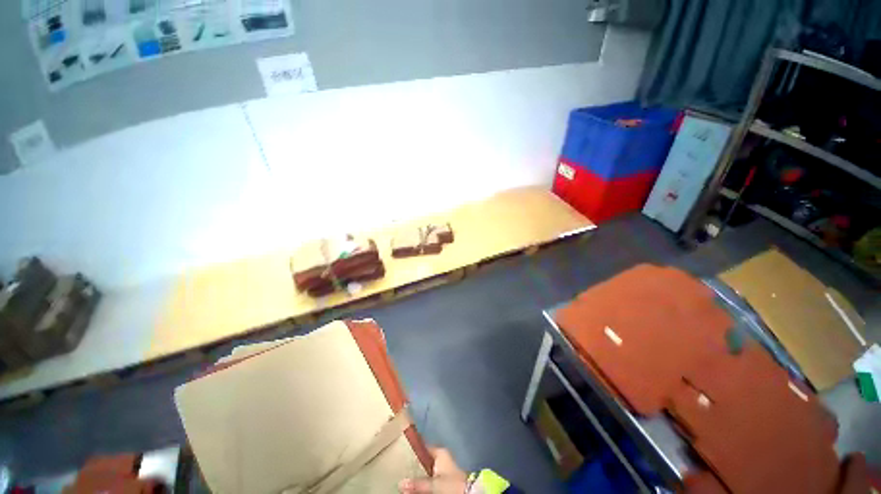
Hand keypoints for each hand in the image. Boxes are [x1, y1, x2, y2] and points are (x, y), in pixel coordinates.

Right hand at [398, 447, 468, 493]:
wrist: (469, 492)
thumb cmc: (452, 483)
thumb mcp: (434, 484)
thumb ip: (418, 484)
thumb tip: (400, 483)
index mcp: (439, 452)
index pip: (422, 445)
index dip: (412, 447)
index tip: (399, 449)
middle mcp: (440, 457)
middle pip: (423, 458)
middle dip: (412, 463)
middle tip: (399, 465)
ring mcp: (442, 468)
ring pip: (425, 468)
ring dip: (417, 473)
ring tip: (403, 475)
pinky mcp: (444, 478)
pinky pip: (429, 476)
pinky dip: (422, 479)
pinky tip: (414, 484)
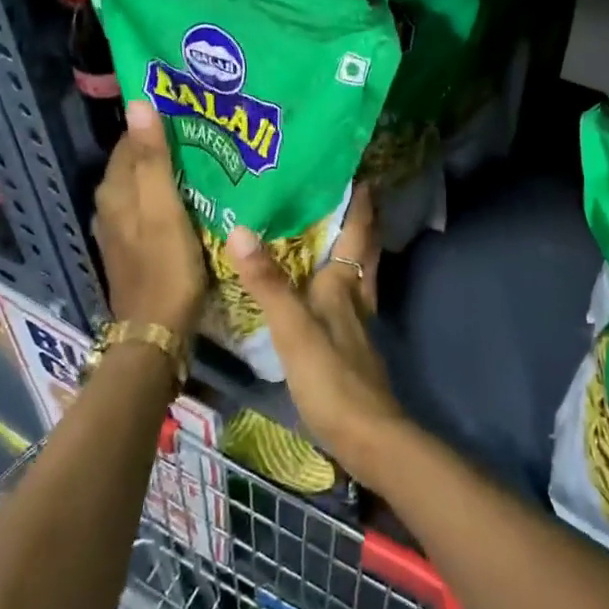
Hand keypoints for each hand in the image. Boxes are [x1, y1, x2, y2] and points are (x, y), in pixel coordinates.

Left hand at [93, 100, 206, 334]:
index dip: (158, 122)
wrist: (156, 332)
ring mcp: (121, 228)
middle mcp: (110, 204)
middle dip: (167, 145)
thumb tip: (138, 103)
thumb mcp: (164, 210)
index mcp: (114, 190)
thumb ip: (153, 159)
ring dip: (170, 172)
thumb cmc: (165, 268)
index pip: (131, 139)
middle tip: (209, 133)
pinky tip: (196, 199)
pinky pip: (151, 208)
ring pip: (145, 186)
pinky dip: (170, 197)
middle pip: (137, 162)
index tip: (193, 111)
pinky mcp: (135, 247)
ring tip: (209, 160)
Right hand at [226, 186, 404, 474]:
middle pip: (364, 251)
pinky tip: (323, 291)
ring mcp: (356, 325)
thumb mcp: (292, 327)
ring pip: (359, 275)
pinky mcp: (351, 348)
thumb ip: (267, 282)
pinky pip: (347, 300)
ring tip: (333, 231)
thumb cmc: (331, 377)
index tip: (363, 173)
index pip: (357, 233)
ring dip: (354, 250)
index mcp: (343, 285)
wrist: (366, 436)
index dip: (361, 203)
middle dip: (362, 221)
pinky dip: (340, 282)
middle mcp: (355, 298)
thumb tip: (241, 229)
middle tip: (350, 193)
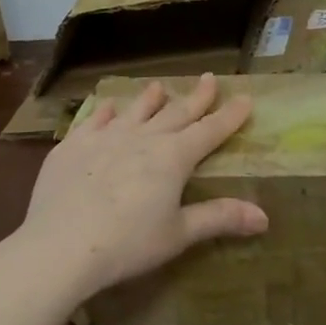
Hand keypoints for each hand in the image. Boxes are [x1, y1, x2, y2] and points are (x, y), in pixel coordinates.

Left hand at [16, 74, 268, 298]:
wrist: (61, 246)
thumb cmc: (127, 244)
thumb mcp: (178, 234)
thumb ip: (219, 218)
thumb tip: (264, 216)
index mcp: (172, 158)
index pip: (209, 131)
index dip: (229, 116)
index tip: (244, 97)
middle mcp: (141, 139)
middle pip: (175, 113)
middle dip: (195, 98)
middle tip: (208, 79)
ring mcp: (104, 138)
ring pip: (134, 111)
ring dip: (149, 99)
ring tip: (158, 87)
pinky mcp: (71, 147)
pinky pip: (93, 121)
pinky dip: (104, 112)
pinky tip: (106, 106)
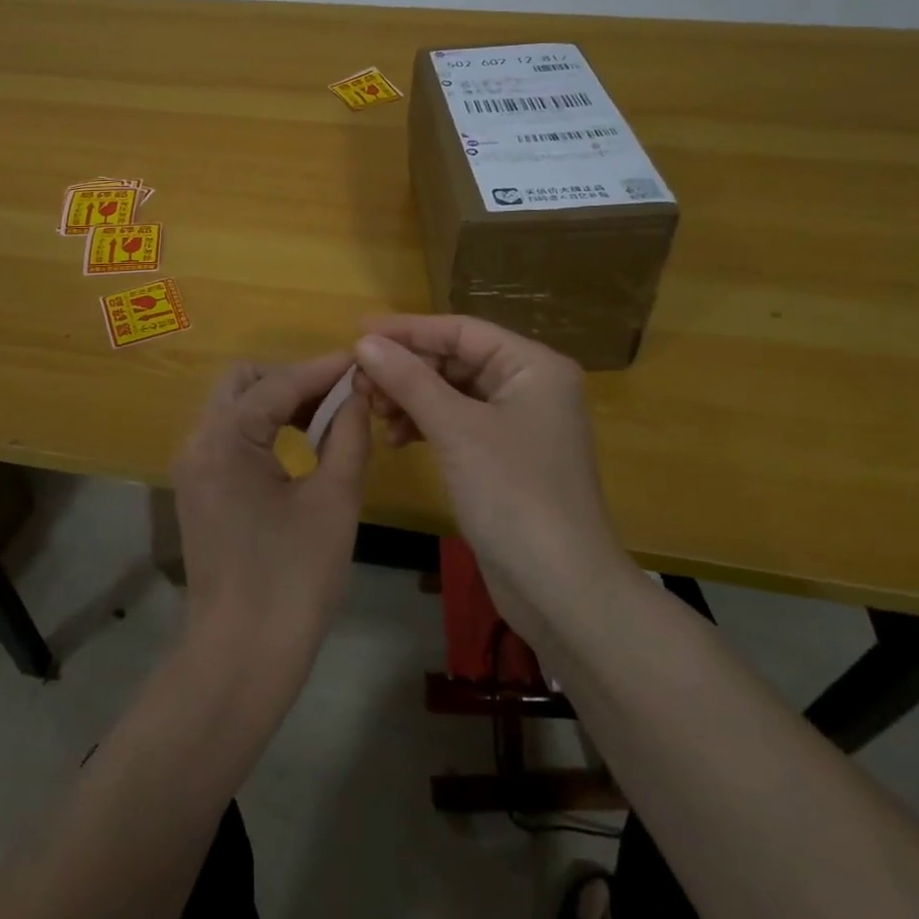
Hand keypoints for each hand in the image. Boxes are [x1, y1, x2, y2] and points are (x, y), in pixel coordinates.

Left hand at [169, 353, 371, 699]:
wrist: (242, 657)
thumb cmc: (294, 579)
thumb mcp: (333, 500)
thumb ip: (348, 435)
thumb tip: (358, 394)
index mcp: (225, 439)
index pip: (278, 383)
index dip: (323, 369)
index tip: (362, 359)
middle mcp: (198, 442)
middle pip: (244, 381)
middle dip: (293, 378)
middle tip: (340, 394)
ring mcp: (193, 466)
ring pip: (234, 406)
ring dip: (277, 401)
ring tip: (328, 414)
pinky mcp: (198, 488)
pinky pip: (230, 436)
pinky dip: (263, 428)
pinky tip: (300, 442)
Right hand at [352, 317, 634, 644]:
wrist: (561, 589)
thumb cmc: (514, 494)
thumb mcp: (456, 430)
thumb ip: (409, 380)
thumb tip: (364, 341)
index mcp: (532, 366)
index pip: (460, 330)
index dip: (407, 329)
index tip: (357, 331)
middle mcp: (529, 386)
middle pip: (455, 360)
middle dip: (406, 369)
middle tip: (360, 383)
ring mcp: (517, 423)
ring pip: (452, 392)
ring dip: (411, 398)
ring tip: (374, 413)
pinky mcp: (503, 456)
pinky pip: (456, 423)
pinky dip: (425, 425)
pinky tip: (396, 438)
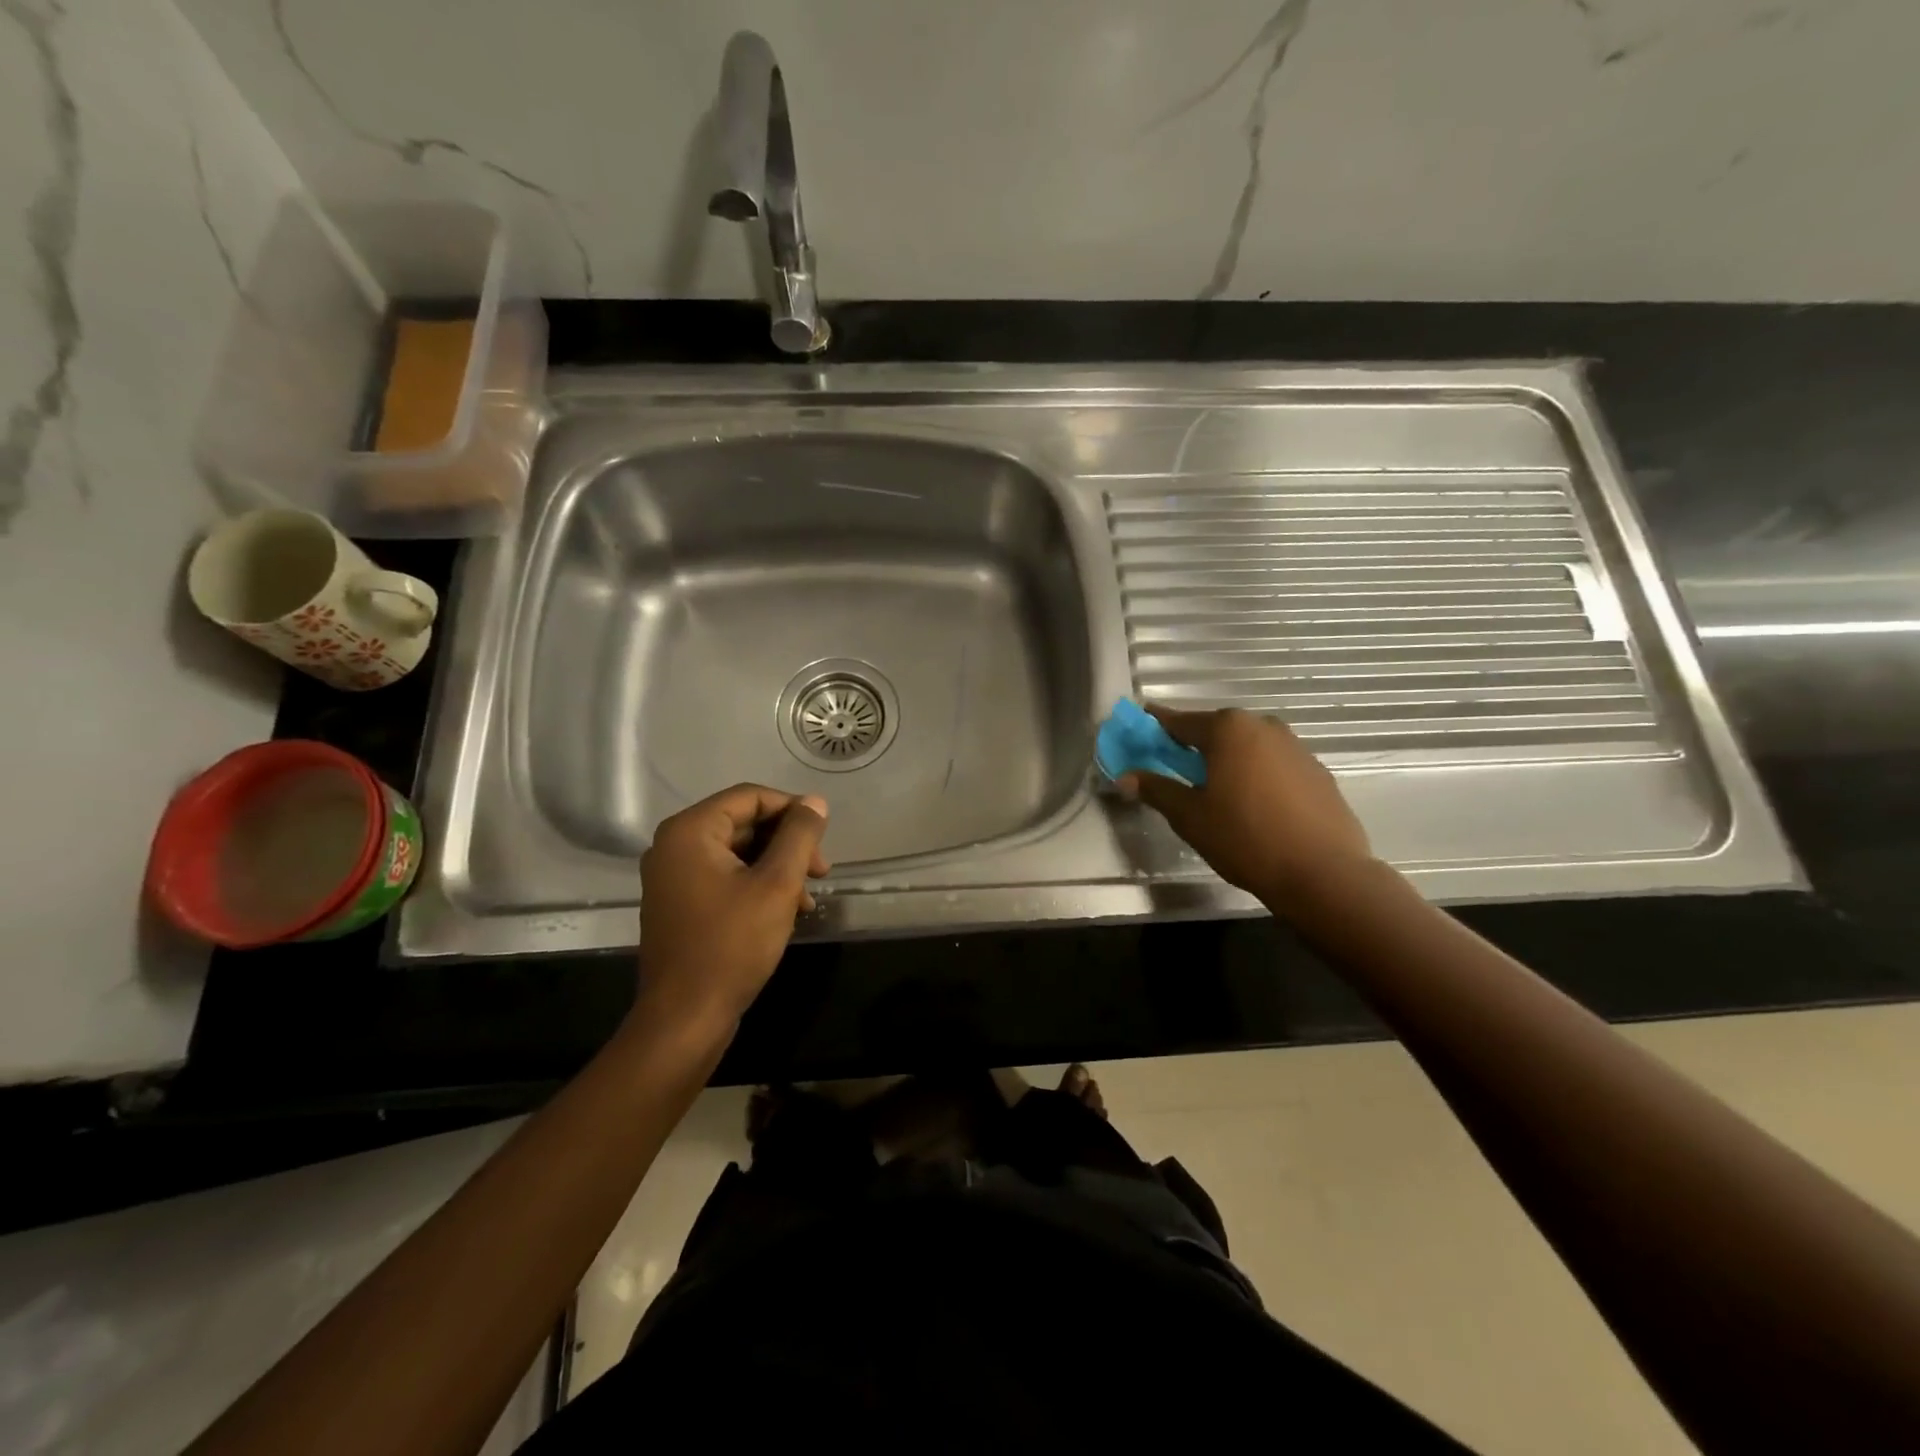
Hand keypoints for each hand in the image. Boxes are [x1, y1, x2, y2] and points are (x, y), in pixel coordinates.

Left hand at [635, 784, 829, 1037]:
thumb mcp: (777, 884)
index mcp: (690, 831)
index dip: (792, 810)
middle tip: (821, 871)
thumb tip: (815, 802)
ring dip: (777, 868)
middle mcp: (674, 846)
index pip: (750, 797)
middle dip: (787, 844)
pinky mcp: (680, 904)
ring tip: (806, 899)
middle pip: (743, 824)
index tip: (823, 836)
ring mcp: (673, 877)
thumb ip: (799, 836)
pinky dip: (757, 885)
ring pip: (738, 853)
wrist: (685, 1018)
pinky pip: (725, 877)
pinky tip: (785, 911)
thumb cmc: (732, 944)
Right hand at [1120, 706, 1373, 909]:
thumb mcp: (1189, 816)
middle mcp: (1262, 726)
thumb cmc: (1244, 838)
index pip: (1179, 721)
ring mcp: (1295, 747)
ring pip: (1247, 747)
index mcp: (1228, 729)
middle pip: (1216, 730)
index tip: (1139, 730)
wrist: (1323, 873)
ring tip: (1215, 793)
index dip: (1155, 727)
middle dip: (1193, 746)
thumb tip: (1125, 776)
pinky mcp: (1317, 771)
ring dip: (1227, 761)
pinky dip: (1255, 775)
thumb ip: (1156, 790)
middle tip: (1175, 771)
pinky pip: (1273, 764)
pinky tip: (1252, 806)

> AIM OF THE TASK: Transcribe each entry exactly, pictures excluded.

> ANSWER SPACE:
Hand keypoints for each hand in the image. Boxes are [x1, y1, x2, y2] and points are (x, y), in pixel coordinates.

Right hand at [398, 447, 468, 493]:
wrist: (469, 492)
thumb cmc: (452, 483)
thumb mcp: (434, 484)
thumb ip: (418, 484)
thumb tip: (400, 483)
index mcp: (439, 452)
index pip: (422, 445)
index dip: (412, 447)
index tip: (399, 449)
middle mcp: (440, 457)
middle pip: (423, 458)
middle dip: (412, 463)
middle tip: (399, 465)
ring mcp: (442, 468)
ring pip: (425, 468)
ring dip: (417, 473)
ring tip: (403, 475)
pinky mcp: (444, 478)
pinky pip: (429, 476)
pinky dip: (422, 479)
pinky tip: (414, 484)
Hand keypoints for each hand in the image. Boxes are [x1, y1, x2, y2] and points are (x, y), in pixel coordinates.

Left hand at [93, 100, 206, 334]:
index dip: (158, 122)
wrist: (156, 332)
ring mcp: (121, 228)
middle mcp: (110, 204)
middle dip: (167, 145)
thumb tip: (138, 103)
thumb mcp: (164, 210)
index mcp: (114, 190)
thumb ip: (153, 159)
ring dip: (170, 172)
thumb cmc: (165, 268)
index pip: (131, 139)
middle tip: (209, 133)
pinky tip: (196, 199)
pinky pip: (151, 208)
ring pip: (145, 186)
pinky dip: (170, 197)
middle pip: (137, 162)
index tip: (193, 111)
pinky mcp: (135, 247)
ring tip: (209, 160)
Right hand at [226, 186, 404, 474]:
middle pip: (364, 251)
pinky tip: (323, 291)
ring mcp: (356, 325)
thumb mcp: (292, 327)
ring pip: (359, 275)
pinky mcp: (351, 348)
thumb ip: (267, 282)
pinky pip: (347, 300)
ring tip: (333, 231)
thumb cmc: (331, 377)
index tip: (363, 173)
index pip: (357, 233)
ring dip: (354, 250)
index mcp: (343, 285)
wrist: (366, 436)
index dip: (361, 203)
middle dip: (362, 221)
pinky dip: (340, 282)
middle mcp: (355, 298)
thumb tip: (241, 229)
middle tip: (350, 193)
Hand keypoints for each hand in the image. Boxes are [x1, y1, x2, y2] and points are (x, y), in pixel coordinates.

Left hand at [16, 74, 268, 298]:
wrist: (61, 246)
thumb cmc: (127, 244)
thumb mcp: (178, 234)
thumb ip: (219, 218)
thumb tip: (264, 216)
index mcp: (172, 158)
index pip: (209, 131)
index dip: (229, 116)
index tip: (244, 97)
middle mcp: (141, 139)
middle pip: (175, 113)
middle dip: (195, 98)
middle tip: (208, 79)
ring mcp: (104, 138)
ring pip: (134, 111)
ring dip: (149, 99)
ring tip: (158, 87)
pinky mcp: (71, 147)
pinky pip: (93, 121)
pinky dip: (104, 112)
pinky tip: (106, 106)
Hand keypoints for each hand in the image. Boxes are [x1, y1, x2, y2] and points are (x, y), in pixel coordinates.

Left hand at [169, 353, 371, 699]:
wrist: (242, 657)
thumb cmc: (294, 579)
thumb mcp: (333, 500)
thumb ip: (348, 435)
thumb tip: (358, 394)
index mcp: (225, 439)
index pip: (278, 383)
index dip: (323, 369)
index tip: (362, 359)
middle mcp: (198, 442)
middle pip: (244, 381)
middle dip: (293, 378)
middle tip: (340, 394)
ring mcp: (193, 466)
ring pip: (234, 406)
ring dip: (277, 401)
ring tip: (328, 414)
pinky mcp: (198, 488)
pinky pip: (230, 436)
pinky dip: (263, 428)
pinky tip: (300, 442)
Right hand at [352, 317, 634, 644]:
wrist: (561, 589)
thumb cmc: (514, 494)
thumb mcp: (456, 430)
thumb ip: (409, 380)
thumb tip: (364, 341)
index mcp: (532, 366)
index pip: (460, 330)
index dip: (407, 329)
index tip: (357, 331)
middle mcp: (529, 386)
middle pip: (455, 360)
middle dip: (406, 369)
middle tip: (360, 383)
ring mcp: (517, 423)
ring pip: (452, 392)
ring dip: (411, 398)
ring tip: (374, 413)
pinky mcp: (503, 456)
pinky pip: (456, 423)
pinky dip: (425, 425)
pinky tip: (396, 438)
Hand keypoints for each hand in the image. Boxes are [x1, y1, x2, y2] and points are (x, y), in pixel coordinates.

Left hand at [635, 784, 829, 1037]:
thumb mcp: (777, 884)
index mcp: (690, 831)
index dip: (792, 810)
middle tip: (821, 871)
thumb tip: (815, 802)
ring dip: (777, 868)
middle mcp: (674, 846)
index pip: (750, 797)
middle dip: (787, 844)
pinky mcp: (680, 904)
ring tip: (806, 899)
middle pip: (743, 824)
index tip: (823, 836)
ring mcp: (673, 877)
thumb ip: (799, 836)
pinky dip: (757, 885)
ring pip: (738, 853)
wrist: (685, 1018)
pinky pip: (725, 877)
pinky tip: (785, 911)
thumb cmc: (732, 944)
Right hand at [1120, 706, 1373, 909]:
thumb mcp: (1189, 816)
middle mcp: (1262, 726)
thumb cmc: (1244, 838)
index pip: (1179, 721)
ring mcp: (1295, 747)
ring pip: (1247, 747)
index mcp: (1228, 729)
middle pip: (1216, 730)
index tip: (1139, 730)
wrist: (1323, 873)
ring tip: (1215, 793)
index dip: (1155, 727)
middle dip: (1193, 746)
thumb tip: (1125, 776)
pinky mcp: (1317, 771)
ring dip: (1227, 761)
pinky dip: (1255, 775)
thumb ip: (1156, 790)
middle tip: (1175, 771)
pinky pip: (1273, 764)
pinky tip: (1252, 806)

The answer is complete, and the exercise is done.